→ What to work on
From the entries provided below, copy each line that contains the word "opacity".

→ Material provided
○ ○ ○ ○
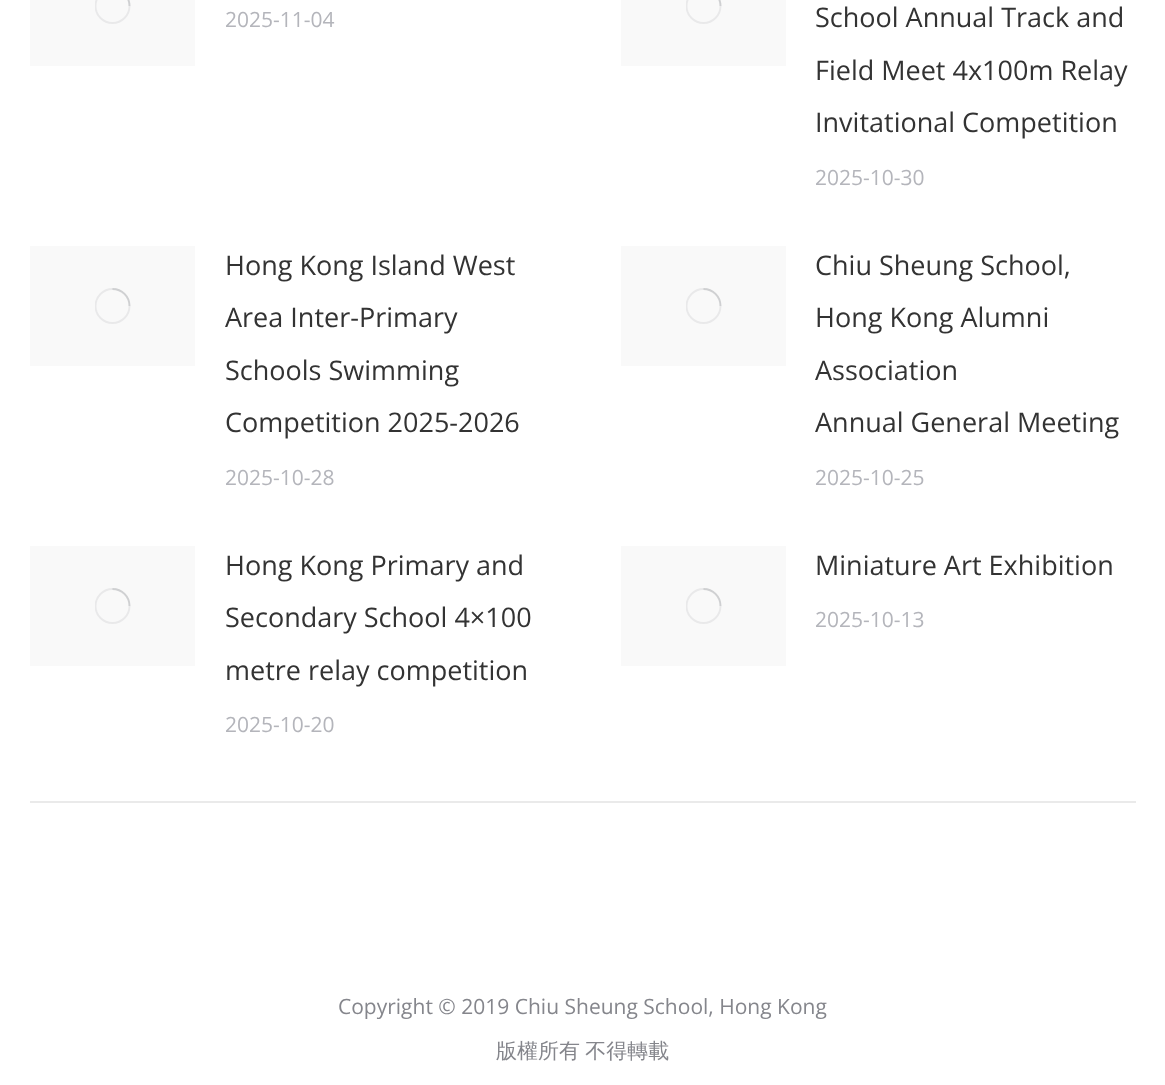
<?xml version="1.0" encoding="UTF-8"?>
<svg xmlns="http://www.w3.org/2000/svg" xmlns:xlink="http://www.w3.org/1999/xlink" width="1165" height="1085">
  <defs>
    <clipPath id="clip1"><rect x="95" width="36" height="24" /></clipPath>
    <clipPath id="clip2"><rect x="686" width="36" height="24" /></clipPath>
    <clipPath id="clip3"><rect x="95" y="288" width="36" height="36" /></clipPath>
    <clipPath id="clip4"><rect x="686" y="288" width="36" height="36" /></clipPath>
    <clipPath id="clip5"><rect x="95" y="588" width="36" height="36" /></clipPath>
    <clipPath id="clip6"><rect x="686" y="588" width="36" height="36" /></clipPath>
  </defs>
  <rect width="100%" height="100%" fill="#ffffff" />
  <rect x="30" y="801" width="1106" height="2" fill="#eaeaea" />
  <rect x="30" width="165" height="66" fill="#f9f9f9" />
  <g clip-path="url(#clip1)">
    <circle cx="112.5" cy="6" r="17" fill="none" stroke="#e9e9ea" stroke-width="1.9" />
  </g>
  <path d="M 129.5 6 c 0 -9.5 -7.5 -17 -17 -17" fill="none" stroke="#85868c" stroke-opacity="0.25" stroke-width="1.9" />
  <rect x="621" width="165" height="66" fill="#f9f9f9" />
  <g clip-path="url(#clip2)">
    <circle cx="703.5" cy="6" r="17" fill="none" stroke="#e9e9ea" stroke-width="1.9" />
  </g>
  <path d="M 720.5 6 c 0 -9.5 -7.5 -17 -17 -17" fill="none" stroke="#85868c" stroke-opacity="0.25" stroke-width="1.9" />
  <rect x="30" y="246" width="165" height="120" fill="#f9f9f9" />
  <g clip-path="url(#clip3)">
    <circle cx="112.5" cy="306" r="17" fill="none" stroke="#e9e9ea" stroke-width="1.9" />
  </g>
  <path d="M 129.5 306 c 0 -9.5 -7.5 -17 -17 -17" fill="none" stroke="#85868c" stroke-opacity="0.25" stroke-width="1.9" />
  <rect x="621" y="246" width="165" height="120" fill="#f9f9f9" />
  <g clip-path="url(#clip4)">
    <circle cx="703.5" cy="306" r="17" fill="none" stroke="#e9e9ea" stroke-width="1.9" />
  </g>
  <path d="M 720.5 306 c 0 -9.5 -7.5 -17 -17 -17" fill="none" stroke="#85868c" stroke-opacity="0.25" stroke-width="1.9" />
  <rect x="30" y="546" width="165" height="120" fill="#f9f9f9" />
  <g clip-path="url(#clip5)">
    <circle cx="112.5" cy="606" r="17" fill="none" stroke="#e9e9ea" stroke-width="1.9" />
  </g>
  <path d="M 129.5 606 c 0 -9.5 -7.5 -17 -17 -17" fill="none" stroke="#85868c" stroke-opacity="0.25" stroke-width="1.9" />
  <rect x="621" y="546" width="165" height="120" fill="#f9f9f9" />
  <g clip-path="url(#clip6)">
    <circle cx="703.5" cy="606" r="17" fill="none" stroke="#e9e9ea" stroke-width="1.9" />
  </g>
  <path d="M 720.5 606 c 0 -9.5 -7.5 -17 -17 -17" fill="none" stroke="#85868c" stroke-opacity="0.25" stroke-width="1.9" />
  <text x="225" y="27" style="font-family: Open Sans; font-size: 21px; fill: #b4b5bb">2025-11-04</text>
  <text x="815" y="27" style="font-family: Open Sans; font-size: 27px; fill: #333333">School Annual Track and</text>
  <text x="815" y="80" style="font-family: Open Sans; font-size: 27px; fill: #333333">Field Meet 4x100m Relay</text>
  <text x="815" y="132" style="font-family: Open Sans; font-size: 27px; fill: #333333">Invitational Competition</text>
  <text x="815" y="185" style="font-family: Open Sans; font-size: 21px; fill: #b4b5bb">2025-10-30</text>
  <text x="225" y="275" style="font-family: Open Sans; font-size: 27px; fill: #333333">Hong Kong Island West</text>
  <text x="225" y="327" style="font-family: Open Sans; font-size: 27px; fill: #333333">Area Inter-Primary</text>
  <text x="225" y="380" style="font-family: Open Sans; font-size: 27px; fill: #333333">Schools Swimming</text>
  <text x="225" y="432" style="font-family: Open Sans; font-size: 27px; fill: #333333">Competition 2025-2026</text>
  <text x="225" y="485" style="font-family: Open Sans; font-size: 21px; fill: #b4b5bb">2025-10-28</text>
  <text x="815" y="275" style="font-family: Open Sans; font-size: 27px; fill: #333333">Chiu Sheung School,</text>
  <text x="815" y="327" style="font-family: Open Sans; font-size: 27px; fill: #333333">Hong Kong Alumni</text>
  <text x="815" y="380" style="font-family: Open Sans; font-size: 27px; fill: #333333">Association</text>
  <text x="815" y="432" style="font-family: Open Sans; font-size: 27px; fill: #333333">Annual General Meeting</text>
  <text x="815" y="485" style="font-family: Open Sans; font-size: 21px; fill: #b4b5bb">2025-10-25</text>
  <text x="225" y="575" style="font-family: Open Sans; font-size: 27px; fill: #333333">Hong Kong Primary and</text>
  <text x="225" y="627" style="font-family: Open Sans; font-size: 27px; fill: #333333">Secondary School 4×100</text>
  <text x="225" y="680" style="font-family: Open Sans; font-size: 27px; fill: #333333">metre relay competition</text>
  <text x="225" y="732" style="font-family: Open Sans; font-size: 21px; fill: #b4b5bb">2025-10-20</text>
  <text x="815" y="575" style="font-family: Open Sans; font-size: 27px; fill: #333333">Miniature Art Exhibition</text>
  <text x="815" y="627" style="font-family: Open Sans; font-size: 21px; fill: #b4b5bb">2025-10-13</text>
  <text x="338" y="1014" style="font-family: Open Sans; font-size: 21px; fill: #85868c">Copyright © 2019 Chiu Sheung School, Hong Kong</text>
  <text x="496" y="1058" word-spacing="-1" style="font-family: WenQuanYi Zen Hei; font-size: 21px; font-weight: 500; fill: #85868c">版權所有 不得轉載</text>
</svg>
○ ○ ○ ○
→ Written response
  <path d="M 129.5 6 c 0 -9.5 -7.5 -17 -17 -17" fill="none" stroke="#85868c" stroke-opacity="0.25" stroke-width="1.9" />
  <path d="M 720.5 6 c 0 -9.5 -7.5 -17 -17 -17" fill="none" stroke="#85868c" stroke-opacity="0.25" stroke-width="1.9" />
  <path d="M 129.5 306 c 0 -9.5 -7.5 -17 -17 -17" fill="none" stroke="#85868c" stroke-opacity="0.25" stroke-width="1.9" />
  <path d="M 720.5 306 c 0 -9.5 -7.5 -17 -17 -17" fill="none" stroke="#85868c" stroke-opacity="0.25" stroke-width="1.9" />
  <path d="M 129.5 606 c 0 -9.5 -7.5 -17 -17 -17" fill="none" stroke="#85868c" stroke-opacity="0.25" stroke-width="1.9" />
  <path d="M 720.5 606 c 0 -9.5 -7.5 -17 -17 -17" fill="none" stroke="#85868c" stroke-opacity="0.25" stroke-width="1.9" />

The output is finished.